The result should be every line of the listing that contains "roads".

== Segment start ==

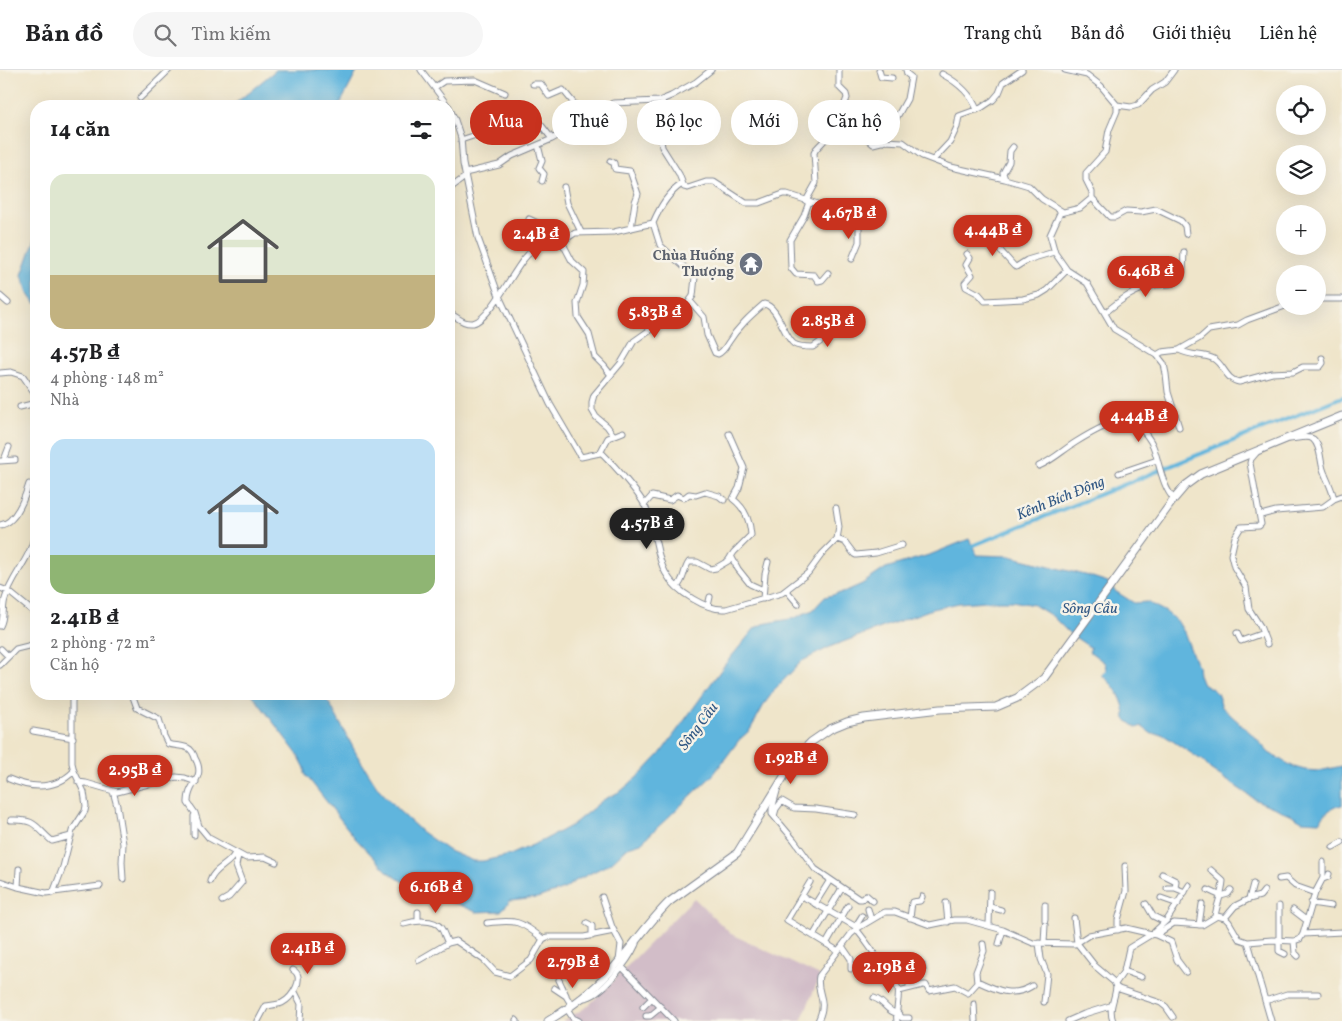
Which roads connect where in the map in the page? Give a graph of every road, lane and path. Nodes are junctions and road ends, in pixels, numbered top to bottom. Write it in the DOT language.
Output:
graph roads {
  1 [pos="169,70"];
  2 [pos="421,70"];
  3 [pos="711,70"];
  4 [pos="839,70"];
  5 [pos="879,70"];
  6 [pos="906,70"];
  7 [pos="1022,70"];
  8 [pos="1065,70"];
  9 [pos="1174,70"];
  10 [pos="1088,72"];
  11 [pos="942,74"];
  12 [pos="892,78"];
  13 [pos="534,84"];
  14 [pos="435,87"];
  15 [pos="504,92"];
  16 [pos="140,98"];
  17 [pos="443,100"];
  18 [pos="571,100"];
  19 [pos="662,100"];
  20 [pos="846,100"];
  21 [pos="1117,105"];
  22 [pos="900,109"];
  23 [pos="977,110"];
  24 [pos="455,120"];
  25 [pos="542,127"];
  26 [pos="470,137"];
  27 [pos="552,139"];
  28 [pos="461,140"];
  29 [pos="900,142"];
  30 [pos="542,143"];
  31 [pos="538,145"];
  32 [pos="662,145"];
  33 [pos="819,145"];
  34 [pos="1013,147"];
  35 [pos="934,159"];
  36 [pos="610,161"];
  37 [pos="465,175"];
  38 [pos="1005,179"];
  39 [pos="542,181"];
  40 [pos="455,184"];
  41 [pos="682,184"];
  42 [pos="564,188"];
  43 [pos="1092,198"];
  44 [pos="808,202"];
  45 [pos="1063,212"];
  46 [pos="529,219"];
  47 [pos="653,223"];
  48 [pos="631,228"];
  49 [pos="982,230"];
  50 [pos="581,232"];
  51 [pos="1186,234"];
  52 [pos="552,240"];
  53 [pos="562,242"];
  54 [pos="1054,252"];
  55 [pos="1184,252"];
  56 [pos="967,254"];
  57 [pos="852,259"];
  58 [pos="1067,270"];
  59 [pos="828,273"];
  60 [pos="0,296"];
  61 [pos="499,296"];
  62 [pos="1326,299"];
  63 [pos="1342,299"];
  64 [pos="690,301"];
  65 [pos="8,303"];
  66 [pos="1276,309"];
  67 [pos="1105,314"];
  68 [pos="455,317"];
  69 [pos="836,326"];
  70 [pos="1179,350"];
  71 [pos="1157,355"];
  72 [pos="1322,358"];
  73 [pos="0,373"];
  74 [pos="611,376"];
  75 [pos="30,386"];
  76 [pos="30,405"];
  77 [pos="20,407"];
  78 [pos="1342,416"];
  79 [pos="1179,427"];
  80 [pos="623,432"];
  81 [pos="729,434"];
  82 [pos="614,436"];
  83 [pos="1284,440"];
  84 [pos="9,447"];
  85 [pos="1259,450"];
  86 [pos="601,452"];
  87 [pos="2,460"];
  88 [pos="15,460"];
  89 [pos="1158,461"];
  90 [pos="1039,466"];
  91 [pos="1118,473"];
  92 [pos="29,484"];
  93 [pos="1342,496"];
  94 [pos="1334,498"];
  95 [pos="1174,499"];
  96 [pos="724,500"];
  97 [pos="644,505"];
  98 [pos="836,508"];
  99 [pos="1261,515"];
  100 [pos="0,525"];
  101 [pos="837,539"];
  102 [pos="902,545"];
  103 [pos="30,552"];
  104 [pos="731,556"];
  105 [pos="768,562"];
  106 [pos="677,587"];
  107 [pos="0,588"];
  108 [pos="763,590"];
  109 [pos="8,591"];
  110 [pos="787,591"];
  111 [pos="710,597"];
  112 [pos="763,599"];
  113 [pos="798,604"];
  114 [pos="708,606"];
  115 [pos="30,609"];
  116 [pos="0,626"];
  117 [pos="1236,632"];
  118 [pos="1263,633"];
  119 [pos="1267,644"];
  120 [pos="30,646"];
  121 [pos="1,649"];
  122 [pos="8,656"];
  123 [pos="0,665"];
  124 [pos="72,700"];
  125 [pos="134,700"];
  126 [pos="34,732"];
  127 [pos="73,738"];
  128 [pos="74,771"];
  129 [pos="9,779"];
  130 [pos="78,782"];
  131 [pos="196,782"];
  132 [pos="780,784"];
  133 [pos="113,791"];
  134 [pos="194,813"];
  135 [pos="855,815"];
  136 [pos="774,816"];
  137 [pos="11,820"];
  138 [pos="194,835"];
  139 [pos="70,836"];
  140 [pos="1342,842"];
  141 [pos="1333,847"];
  142 [pos="237,854"];
  143 [pos="276,862"];
  144 [pos="1323,862"];
  145 [pos="1125,866"];
  146 [pos="19,870"];
  147 [pos="1211,870"];
  148 [pos="1162,874"];
  149 [pos="1329,874"];
  150 [pos="124,879"];
  151 [pos="1279,879"];
  152 [pos="1322,879"];
  153 [pos="830,880"];
  154 [pos="0,881"];
  155 [pos="210,882"];
  156 [pos="810,882"];
  157 [pos="1253,884"];
  158 [pos="1189,885"];
  159 [pos="100,886"];
  160 [pos="18,887"];
  161 [pos="842,888"];
  162 [pos="1166,888"];
  163 [pos="1175,888"];
  164 [pos="1208,890"];
  165 [pos="1231,890"];
  166 [pos="1264,891"];
  167 [pos="990,892"];
  168 [pos="1185,892"];
  169 [pos="53,893"];
  170 [pos="1315,893"];
  171 [pos="802,896"];
  172 [pos="1221,896"];
  173 [pos="602,897"];
  174 [pos="922,897"];
  175 [pos="1161,898"];
  176 [pos="1249,898"];
  177 [pos="873,900"];
  178 [pos="222,901"];
  179 [pos="946,903"];
  180 [pos="1311,903"];
  181 [pos="815,904"];
  182 [pos="1146,904"];
  183 [pos="1178,904"];
  184 [pos="1202,904"];
  185 [pos="1045,905"];
  186 [pos="848,906"];
  187 [pos="1279,906"];
  188 [pos="1330,906"];
  189 [pos="990,907"];
  190 [pos="868,909"];
  191 [pos="1001,910"];
  192 [pos="1293,910"];
  193 [pos="828,911"];
  194 [pos="418,912"];
  195 [pos="862,916"];
  196 [pos="1215,916"];
  197 [pos="910,918"];
  198 [pos="1074,918"];
  199 [pos="1225,918"];
  200 [pos="841,919"];
  201 [pos="871,920"];
  202 [pos="1306,920"];
  203 [pos="418,921"];
  204 [pos="948,922"];
  205 [pos="1165,922"];
  206 [pos="487,923"];
  207 [pos="587,923"];
  208 [pos="404,924"];
  209 [pos="1199,925"];
  210 [pos="989,926"];
  211 [pos="856,928"];
  212 [pos="1003,930"];
  213 [pos="1118,930"];
  214 [pos="614,931"];
  215 [pos="1342,932"];
  216 [pos="1154,934"];
  217 [pos="1303,934"];
  218 [pos="592,936"];
  219 [pos="814,936"];
  220 [pos="544,939"];
  221 [pos="1279,940"];
  222 [pos="1294,941"];
  223 [pos="1248,942"];
  224 [pos="448,943"];
  225 [pos="1041,943"];
  226 [pos="1077,943"];
  227 [pos="826,944"];
  228 [pos="983,944"];
  229 [pos="999,944"];
  230 [pos="840,949"];
  231 [pos="1285,954"];
  232 [pos="1298,956"];
  233 [pos="915,958"];
  234 [pos="419,960"];
  235 [pos="620,964"];
  236 [pos="850,969"];
  237 [pos="292,970"];
  238 [pos="1124,971"];
  239 [pos="1186,972"];
  240 [pos="1140,977"];
  241 [pos="559,980"];
  242 [pos="977,981"];
  243 [pos="1032,986"];
  244 [pos="1116,986"];
  245 [pos="554,988"];
  246 [pos="909,988"];
  247 [pos="899,991"];
  248 [pos="295,992"];
  249 [pos="1318,994"];
  250 [pos="566,996"];
  251 [pos="652,998"];
  252 [pos="874,998"];
  253 [pos="1265,1001"];
  254 [pos="1044,1002"];
  255 [pos="974,1004"];
  256 [pos="1110,1006"];
  257 [pos="643,1007"];
  258 [pos="661,1007"];
  259 [pos="570,1008"];
  260 [pos="896,1012"];
  261 [pos="646,1016"];
  262 [pos="1173,1017"];
  263 [pos="909,1018"];
  264 [pos="258,1021"];
  265 [pos="300,1021"];
  266 [pos="548,1021"];
  267 [pos="579,1021"];
  268 [pos="674,1021"];
  269 [pos="818,1021"];
  270 [pos="897,1021"];
  271 [pos="975,1021"];
  272 [pos="1068,1021"];
  273 [pos="1113,1021"];
  274 [pos="1271,1021"];
  1 -- 16 [label="street"];
  2 -- 14 [label="street"];
  3 -- 19 [label="street"];
  4 -- 20 [label="street"];
  5 -- 12 [label="street"];
  6 -- 22 [label="street"];
  7 -- 23 [label="street"];
  8 -- 10 [label="street"];
  9 -- 21 [label="street"];
  10 -- 21 [label="street"];
  11 -- 23 [label="street"];
  13 -- 18 [label="street"];
  14 -- 15 [label="street"];
  14 -- 17 [label="street"];
  21 -- 43 [label="street"];
  23 -- 35 [label="street"];
  24 -- 28 [label="street"];
  25 -- 27 [label="street"];
  26 -- 28 [label="street"];
  27 -- 30 [label="street"];
  28 -- 37 [label="street"];
  29 -- 35 [label="street"];
  31 -- 37 [label="street"];
  31 -- 39 [label="street"];
  32 -- 41 [label="street"];
  33 -- 44 [label="street"];
  34 -- 38 [label="street"];
  35 -- 38 [label="street"];
  36 -- 48 [label="street"];
  37 -- 40 [label="street"];
  37 -- 61 [label="street"];
  38 -- 45 [label="street"];
  41 -- 44 [label="street"];
  41 -- 47 [label="street"];
  42 -- 50 [label="street"];
  43 -- 45 [label="street"];
  43 -- 51 [label="street"];
  44 -- 57 [label="street"];
  44 -- 59 [label="street"];
  45 -- 54 [label="street"];
  46 -- 52 [label="street"];
  47 -- 48 [label="street"];
  47 -- 64 [label="street"];
  48 -- 50 [label="street"];
  49 -- 54 [label="street"];
  50 -- 53 [label="street"];
  52 -- 53 [label="street"];
  52 -- 61 [label="street"];
  53 -- 74 [label="street"];
  54 -- 58 [label="street"];
  55 -- 67 [label="street"];
  56 -- 58 [label="street"];
  58 -- 67 [label="street"];
  60 -- 65 [label="street"];
  61 -- 68 [label="street"];
  61 -- 86 [label="street"];
  62 -- 63 [label="street"];
  64 -- 69 [label="street"];
  64 -- 74 [label="street"];
  66 -- 70 [label="street"];
  67 -- 71 [label="street"];
  70 -- 71 [label="street"];
  70 -- 72 [label="street"];
  71 -- 79 [label="street"];
  73 -- 75 [label="street"];
  74 -- 82 [label="street"];
  76 -- 77 [label="street"];
  78 -- 83 [label="main road"];
  80 -- 82 [label="street"];
  81 -- 104 [label="street"];
  82 -- 86 [label="street"];
  83 -- 85 [label="main road"];
  83 -- 94 [label="street"];
  84 -- 87 [label="street"];
  85 -- 95 [label="main road"];
  85 -- 99 [label="street"];
  86 -- 97 [label="street"];
  87 -- 88 [label="street"];
  89 -- 90 [label="street"];
  89 -- 91 [label="street"];
  89 -- 95 [label="street"];
  92 -- 100 [label="street"];
  93 -- 94 [label="street"];
  94 -- 99 [label="street"];
  95 -- 132 [label="main road"];
  96 -- 97 [label="street"];
  97 -- 106 [label="street"];
  98 -- 101 [label="street"];
  99 -- 118 [label="street"];
  101 -- 102 [label="street"];
  101 -- 110 [label="street"];
  103 -- 109 [label="street"];
  104 -- 106 [label="street"];
  104 -- 108 [label="street"];
  105 -- 108 [label="street"];
  106 -- 114 [label="street"];
  107 -- 109 [label="street"];
  108 -- 112 [label="street"];
  109 -- 115 [label="street"];
  109 -- 116 [label="street"];
  110 -- 112 [label="street"];
  110 -- 113 [label="street"];
  111 -- 114 [label="street"];
  112 -- 114 [label="street"];
  117 -- 118 [label="street"];
  118 -- 119 [label="street"];
  120 -- 122 [label="street"];
  121 -- 122 [label="street"];
  122 -- 123 [label="street"];
  124 -- 127 [label="street"];
  125 -- 131 [label="street"];
  126 -- 127 [label="street"];
  127 -- 128 [label="street"];
  128 -- 129 [label="street"];
  128 -- 130 [label="street"];
  130 -- 133 [label="street"];
  130 -- 139 [label="street"];
  131 -- 133 [label="street"];
  131 -- 134 [label="street"];
  132 -- 136 [label="street"];
  132 -- 235 [label="main road"];
  133 -- 150 [label="street"];
  134 -- 138 [label="street"];
  134 -- 142 [label="street"];
  135 -- 136 [label="street"];
  136 -- 153 [label="street"];
  137 -- 139 [label="street"];
  139 -- 169 [label="street"];
  140 -- 141 [label="street"];
  142 -- 143 [label="street"];
  142 -- 155 [label="street"];
  142 -- 178 [label="street"];
  144 -- 152 [label="street"];
  145 -- 213 [label="street"];
  146 -- 160 [label="street"];
  147 -- 172 [label="street"];
  148 -- 163 [label="street"];
  149 -- 152 [label="street"];
  151 -- 170 [label="street"];
  152 -- 170 [label="street"];
  153 -- 161 [label="street"];
  153 -- 181 [label="street"];
  154 -- 160 [label="street"];
  156 -- 171 [label="street"];
  157 -- 176 [label="street"];
  158 -- 168 [label="street"];
  159 -- 169 [label="street"];
  160 -- 169 [label="street"];
  161 -- 177 [label="street"];
  161 -- 193 [label="street"];
  162 -- 163 [label="street"];
  163 -- 168 [label="street"];
  164 -- 172 [label="street"];
  165 -- 172 [label="street"];
  166 -- 176 [label="street"];
  167 -- 189 [label="street"];
  168 -- 183 [label="street"];
  170 -- 180 [label="street"];
  171 -- 181 [label="street"];
  171 -- 219 [label="street"];
  172 -- 196 [label="street"];
  173 -- 214 [label="street"];
  174 -- 197 [label="street"];
  175 -- 183 [label="street"];
  176 -- 199 [label="street"];
  179 -- 204 [label="street"];
  180 -- 188 [label="street"];
  180 -- 202 [label="street"];
  181 -- 193 [label="street"];
  182 -- 205 [label="street"];
  183 -- 205 [label="street"];
  184 -- 209 [label="street"];
  185 -- 225 [label="street"];
  186 -- 200 [label="street"];
  187 -- 221 [label="street"];
  189 -- 191 [label="street"];
  189 -- 210 [label="street"];
  190 -- 201 [label="street"];
  192 -- 202 [label="street"];
  193 -- 200 [label="street"];
  193 -- 219 [label="street"];
  194 -- 203 [label="street"];
  195 -- 211 [label="street"];
  196 -- 199 [label="street"];
  196 -- 209 [label="street"];
  197 -- 201 [label="street"];
  197 -- 204 [label="street"];
  198 -- 226 [label="street"];
  199 -- 223 [label="street"];
  200 -- 211 [label="street"];
  200 -- 227 [label="street"];
  201 -- 211 [label="street"];
  202 -- 217 [label="street"];
  203 -- 208 [label="street"];
  203 -- 224 [label="street"];
  204 -- 210 [label="street"];
  205 -- 216 [label="street"];
  206 -- 220 [label="street"];
  207 -- 218 [label="street"];
  209 -- 216 [label="street"];
  210 -- 212 [label="street"];
  211 -- 230 [label="street"];
  211 -- 247 [label="street"];
  212 -- 225 [label="street"];
  212 -- 229 [label="street"];
  213 -- 216 [label="street"];
  213 -- 226 [label="street"];
  214 -- 218 [label="street"];
  214 -- 235 [label="street"];
  215 -- 217 [label="street"];
  216 -- 238 [label="street"];
  216 -- 239 [label="street"];
  217 -- 222 [label="street"];
  218 -- 220 [label="street"];
  219 -- 227 [label="street"];
  220 -- 224 [label="street"];
  221 -- 222 [label="street"];
  221 -- 223 [label="street"];
  221 -- 231 [label="street"];
  222 -- 232 [label="street"];
  223 -- 253 [label="street"];
  224 -- 234 [label="street"];
  225 -- 226 [label="street"];
  225 -- 254 [label="street"];
  226 -- 244 [label="street"];
  227 -- 230 [label="street"];
  228 -- 242 [label="street"];
  230 -- 236 [label="street"];
  230 -- 269 [label="street"];
  233 -- 246 [label="street"];
  235 -- 251 [label="street"];
  235 -- 259 [label="main road"];
  237 -- 248 [label="street"];
  238 -- 240 [label="street"];
  238 -- 244 [label="street"];
  241 -- 250 [label="street"];
  242 -- 243 [label="street"];
  242 -- 246 [label="street"];
  244 -- 256 [label="street"];
  244 -- 262 [label="street"];
  245 -- 250 [label="street"];
  246 -- 247 [label="street"];
  247 -- 260 [label="street"];
  248 -- 264 [label="street"];
  248 -- 265 [label="street"];
  249 -- 253 [label="street"];
  250 -- 259 [label="street"];
  251 -- 257 [label="street"];
  251 -- 258 [label="street"];
  252 -- 260 [label="street"];
  253 -- 274 [label="street"];
  255 -- 271 [label="street"];
  256 -- 272 [label="street"];
  256 -- 273 [label="street"];
  258 -- 261 [label="street"];
  258 -- 268 [label="street"];
  259 -- 266 [label="main road"];
  259 -- 267 [label="street"];
  260 -- 263 [label="street"];
  260 -- 270 [label="street"];
}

== Segment end ==

Answer below:
Which roads connect where in the map in the page? Give a graph of every road, lane and path. Nodes are junctions and road ends, in pixels, numbered top to bottom. Write it in the DOT language.
graph roads {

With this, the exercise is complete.